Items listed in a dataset
BEGIN
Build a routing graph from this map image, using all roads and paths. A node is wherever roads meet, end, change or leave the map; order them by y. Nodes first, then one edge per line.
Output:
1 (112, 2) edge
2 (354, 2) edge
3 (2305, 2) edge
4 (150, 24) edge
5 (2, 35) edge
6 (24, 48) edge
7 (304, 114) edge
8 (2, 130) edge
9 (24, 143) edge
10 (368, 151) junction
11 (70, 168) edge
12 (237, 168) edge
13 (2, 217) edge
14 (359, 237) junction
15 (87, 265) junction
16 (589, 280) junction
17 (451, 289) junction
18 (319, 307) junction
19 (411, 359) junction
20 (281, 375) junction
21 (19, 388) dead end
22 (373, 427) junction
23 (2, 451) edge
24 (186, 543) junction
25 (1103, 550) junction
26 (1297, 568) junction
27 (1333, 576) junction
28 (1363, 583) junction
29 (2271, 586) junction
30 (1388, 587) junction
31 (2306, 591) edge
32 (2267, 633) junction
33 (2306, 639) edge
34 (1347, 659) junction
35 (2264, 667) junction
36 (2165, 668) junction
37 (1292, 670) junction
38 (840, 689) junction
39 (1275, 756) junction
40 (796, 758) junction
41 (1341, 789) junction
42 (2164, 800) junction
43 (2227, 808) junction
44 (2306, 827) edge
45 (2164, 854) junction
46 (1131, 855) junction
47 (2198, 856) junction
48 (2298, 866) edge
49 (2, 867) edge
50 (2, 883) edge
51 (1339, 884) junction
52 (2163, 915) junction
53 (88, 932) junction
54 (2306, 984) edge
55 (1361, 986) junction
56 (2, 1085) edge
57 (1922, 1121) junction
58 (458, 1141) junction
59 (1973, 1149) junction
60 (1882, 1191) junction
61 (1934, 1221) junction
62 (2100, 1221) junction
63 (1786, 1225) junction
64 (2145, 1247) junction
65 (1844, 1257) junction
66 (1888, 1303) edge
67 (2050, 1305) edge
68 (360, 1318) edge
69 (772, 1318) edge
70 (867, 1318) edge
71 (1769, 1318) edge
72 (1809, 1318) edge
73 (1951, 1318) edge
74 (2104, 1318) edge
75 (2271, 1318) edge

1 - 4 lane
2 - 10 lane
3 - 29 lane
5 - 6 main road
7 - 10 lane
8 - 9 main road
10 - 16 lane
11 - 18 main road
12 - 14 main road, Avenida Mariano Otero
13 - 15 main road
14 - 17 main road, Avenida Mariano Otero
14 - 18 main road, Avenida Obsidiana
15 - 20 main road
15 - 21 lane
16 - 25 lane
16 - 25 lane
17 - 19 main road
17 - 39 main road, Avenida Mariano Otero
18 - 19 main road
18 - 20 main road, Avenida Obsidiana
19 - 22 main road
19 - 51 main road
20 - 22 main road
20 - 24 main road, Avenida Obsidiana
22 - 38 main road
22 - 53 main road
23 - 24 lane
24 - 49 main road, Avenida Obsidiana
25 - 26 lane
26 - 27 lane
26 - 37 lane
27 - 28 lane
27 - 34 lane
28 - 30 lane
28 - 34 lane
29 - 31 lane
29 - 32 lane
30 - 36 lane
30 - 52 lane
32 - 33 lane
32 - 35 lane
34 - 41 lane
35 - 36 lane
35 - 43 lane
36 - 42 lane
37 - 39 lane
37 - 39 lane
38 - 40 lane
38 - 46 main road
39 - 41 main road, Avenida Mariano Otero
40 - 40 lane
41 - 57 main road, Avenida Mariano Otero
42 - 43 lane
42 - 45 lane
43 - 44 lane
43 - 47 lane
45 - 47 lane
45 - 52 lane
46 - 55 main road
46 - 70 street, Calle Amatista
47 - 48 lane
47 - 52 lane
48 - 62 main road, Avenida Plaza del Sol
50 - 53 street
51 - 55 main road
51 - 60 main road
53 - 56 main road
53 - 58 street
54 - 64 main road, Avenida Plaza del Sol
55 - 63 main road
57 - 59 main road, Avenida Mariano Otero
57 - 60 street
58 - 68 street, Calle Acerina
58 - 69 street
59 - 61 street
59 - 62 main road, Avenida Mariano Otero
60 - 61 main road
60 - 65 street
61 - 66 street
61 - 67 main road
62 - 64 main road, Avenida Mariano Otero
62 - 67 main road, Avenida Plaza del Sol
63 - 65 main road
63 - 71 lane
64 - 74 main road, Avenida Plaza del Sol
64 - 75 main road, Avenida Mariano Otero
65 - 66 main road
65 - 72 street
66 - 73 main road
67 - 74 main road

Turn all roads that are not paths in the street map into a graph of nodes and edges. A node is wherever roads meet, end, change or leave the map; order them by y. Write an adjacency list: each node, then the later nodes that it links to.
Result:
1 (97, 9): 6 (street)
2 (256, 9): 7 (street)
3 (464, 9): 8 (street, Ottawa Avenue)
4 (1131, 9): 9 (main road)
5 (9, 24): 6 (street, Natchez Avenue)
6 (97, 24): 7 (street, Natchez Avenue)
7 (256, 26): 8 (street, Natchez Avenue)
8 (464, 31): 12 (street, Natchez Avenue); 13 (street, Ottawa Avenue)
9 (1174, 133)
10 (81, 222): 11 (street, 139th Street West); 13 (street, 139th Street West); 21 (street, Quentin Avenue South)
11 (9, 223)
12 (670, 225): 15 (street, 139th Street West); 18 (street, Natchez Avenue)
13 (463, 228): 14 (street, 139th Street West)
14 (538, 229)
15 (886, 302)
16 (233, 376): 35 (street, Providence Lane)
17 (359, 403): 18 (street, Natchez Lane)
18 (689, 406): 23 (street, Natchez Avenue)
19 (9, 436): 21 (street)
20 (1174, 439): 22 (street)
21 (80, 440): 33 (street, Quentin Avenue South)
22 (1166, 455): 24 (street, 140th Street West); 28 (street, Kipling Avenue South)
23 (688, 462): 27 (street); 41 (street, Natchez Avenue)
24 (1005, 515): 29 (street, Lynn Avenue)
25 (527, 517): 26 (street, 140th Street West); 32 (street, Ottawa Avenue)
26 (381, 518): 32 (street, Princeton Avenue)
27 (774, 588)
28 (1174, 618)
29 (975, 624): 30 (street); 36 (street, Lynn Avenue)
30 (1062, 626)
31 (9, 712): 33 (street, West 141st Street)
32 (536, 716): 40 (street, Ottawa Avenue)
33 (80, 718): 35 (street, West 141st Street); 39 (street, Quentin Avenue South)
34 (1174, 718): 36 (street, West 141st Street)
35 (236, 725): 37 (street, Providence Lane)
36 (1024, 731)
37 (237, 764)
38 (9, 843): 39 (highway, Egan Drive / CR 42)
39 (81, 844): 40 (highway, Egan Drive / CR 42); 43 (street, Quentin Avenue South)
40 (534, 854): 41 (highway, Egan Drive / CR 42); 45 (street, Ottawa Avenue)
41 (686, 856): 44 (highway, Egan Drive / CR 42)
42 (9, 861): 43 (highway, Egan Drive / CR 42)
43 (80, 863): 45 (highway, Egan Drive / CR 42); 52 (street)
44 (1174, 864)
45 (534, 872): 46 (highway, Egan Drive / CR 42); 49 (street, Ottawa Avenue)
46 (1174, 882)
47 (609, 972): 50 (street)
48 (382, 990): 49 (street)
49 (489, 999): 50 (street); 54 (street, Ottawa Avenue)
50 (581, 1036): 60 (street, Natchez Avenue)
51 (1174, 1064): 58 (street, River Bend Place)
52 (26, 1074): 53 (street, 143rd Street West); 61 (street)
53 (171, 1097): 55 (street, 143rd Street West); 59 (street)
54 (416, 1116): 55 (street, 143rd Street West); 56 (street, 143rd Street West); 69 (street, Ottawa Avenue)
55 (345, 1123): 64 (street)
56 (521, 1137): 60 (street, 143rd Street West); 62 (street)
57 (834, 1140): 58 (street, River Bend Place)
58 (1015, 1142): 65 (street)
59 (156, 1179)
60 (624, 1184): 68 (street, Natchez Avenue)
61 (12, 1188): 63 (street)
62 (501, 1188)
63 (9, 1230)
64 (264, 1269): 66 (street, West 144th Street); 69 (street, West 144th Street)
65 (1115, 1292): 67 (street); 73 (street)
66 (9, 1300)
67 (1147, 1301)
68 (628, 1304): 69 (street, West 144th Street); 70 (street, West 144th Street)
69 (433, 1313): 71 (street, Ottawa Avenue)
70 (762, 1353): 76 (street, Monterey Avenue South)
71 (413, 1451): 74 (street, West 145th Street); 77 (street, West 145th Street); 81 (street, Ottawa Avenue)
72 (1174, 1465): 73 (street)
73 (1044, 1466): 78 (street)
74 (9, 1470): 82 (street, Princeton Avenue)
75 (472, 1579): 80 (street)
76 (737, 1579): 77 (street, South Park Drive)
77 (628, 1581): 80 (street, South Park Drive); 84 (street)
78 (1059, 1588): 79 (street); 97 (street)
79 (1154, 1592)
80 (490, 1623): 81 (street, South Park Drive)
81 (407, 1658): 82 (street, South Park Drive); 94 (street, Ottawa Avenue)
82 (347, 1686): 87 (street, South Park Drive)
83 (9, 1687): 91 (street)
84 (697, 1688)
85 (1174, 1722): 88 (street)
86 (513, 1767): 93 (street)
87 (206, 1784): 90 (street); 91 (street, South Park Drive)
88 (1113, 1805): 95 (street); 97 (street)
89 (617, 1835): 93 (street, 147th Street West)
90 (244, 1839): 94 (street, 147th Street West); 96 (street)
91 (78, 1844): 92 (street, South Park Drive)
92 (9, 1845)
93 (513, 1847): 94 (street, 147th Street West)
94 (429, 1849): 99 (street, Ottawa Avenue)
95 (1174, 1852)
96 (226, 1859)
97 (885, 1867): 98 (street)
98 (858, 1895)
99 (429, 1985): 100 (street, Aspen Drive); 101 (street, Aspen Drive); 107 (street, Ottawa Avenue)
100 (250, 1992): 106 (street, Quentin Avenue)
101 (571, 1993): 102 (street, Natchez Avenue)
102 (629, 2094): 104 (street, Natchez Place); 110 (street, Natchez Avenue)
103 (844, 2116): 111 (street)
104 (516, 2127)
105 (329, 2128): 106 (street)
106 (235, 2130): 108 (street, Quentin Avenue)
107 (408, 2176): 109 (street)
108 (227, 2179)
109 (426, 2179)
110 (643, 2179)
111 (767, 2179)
END
# Instructions to follow
Copy out every line in the records where the word "wherever" is found.

# Solution for this task
Build a routing graph from this map image, using all roads and paths. A node is wherever roads meet, end, change or leave the map; order them by y. Nodes first, then one edge per line.
Turn all roads that are not paths in the street map into a graph of nodes and edges. A node is wherever roads meet, end, change or leave the map; order them by y. Write an adjacency list: each node, then the later nodes that it links to.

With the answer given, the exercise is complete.